_Problem details:_ Could you copy every line in the listing below that has the word "roads"?

————

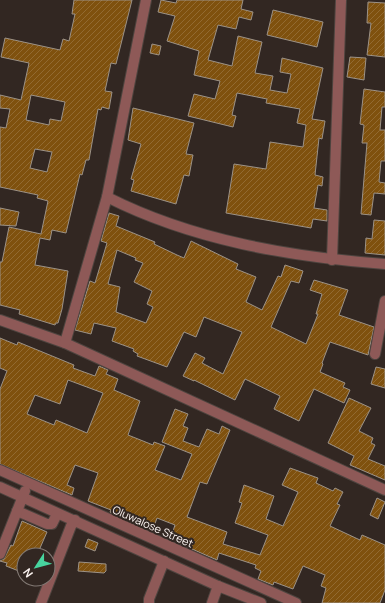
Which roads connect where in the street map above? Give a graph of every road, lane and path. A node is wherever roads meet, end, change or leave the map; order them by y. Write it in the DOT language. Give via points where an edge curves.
graph roads {
  1 [pos="146,0"];
  2 [pos="341,0"];
  3 [pos="107,197"];
  4 [pos="332,260"];
  5 [pos="385,264"];
  6 [pos="385,302"];
  7 [pos="0,320"];
  8 [pos="65,343"];
  9 [pos="375,354"];
  10 [pos="0,470"];
  11 [pos="29,483"];
  12 [pos="0,487"];
  13 [pos="385,490"];
  14 [pos="23,497"];
  15 [pos="17,511"];
  16 [pos="57,514"];
  17 [pos="75,520"];
  18 [pos="121,525"];
  19 [pos="115,538"];
  20 [pos="0,554"];
  21 [pos="164,561"];
  22 [pos="218,586"];
  23 [pos="41,603"];
  24 [pos="149,603"];
  25 [pos="212,603"];
  26 [pos="261,603"];
  27 [pos="296,603"];
  1 -- 3 [label="street"];
  2 -- 4 [label="street"];
  3 -- 4 [label="street" via="178,228"];
  3 -- 8 [label="street"];
  4 -- 5 [label="street"];
  6 -- 9 [label="street"];
  7 -- 8 [label="street"];
  8 -- 13 [label="street"];
  10 -- 11 [label="street, Oluwalose Street"];
  11 -- 14 [label="street"];
  11 -- 18 [label="street, Oluwalose Street"];
  12 -- 14 [label="street"];
  14 -- 15 [label="street"];
  14 -- 16 [label="street"];
  15 -- 16 [label="street" via="47,524 52,524"];
  15 -- 20 [label="street"];
  16 -- 17 [label="street"];
  17 -- 19 [label="street"];
  17 -- 23 [label="street"];
  18 -- 19 [label="street"];
  18 -- 27 [label="street, Oluwalose Street"];
  19 -- 21 [label="street"];
  21 -- 22 [label="street"];
  21 -- 24 [label="street"];
  22 -- 25 [label="street"];
  22 -- 26 [label="street"];
}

————

_Answer box:_
Which roads connect where in the street map above? Give a graph of every road, lane and path. A node is wherever roads meet, end, change or leave the map; order them by y. Write it in the DOT language. Give via points where an edge curves.
graph roads {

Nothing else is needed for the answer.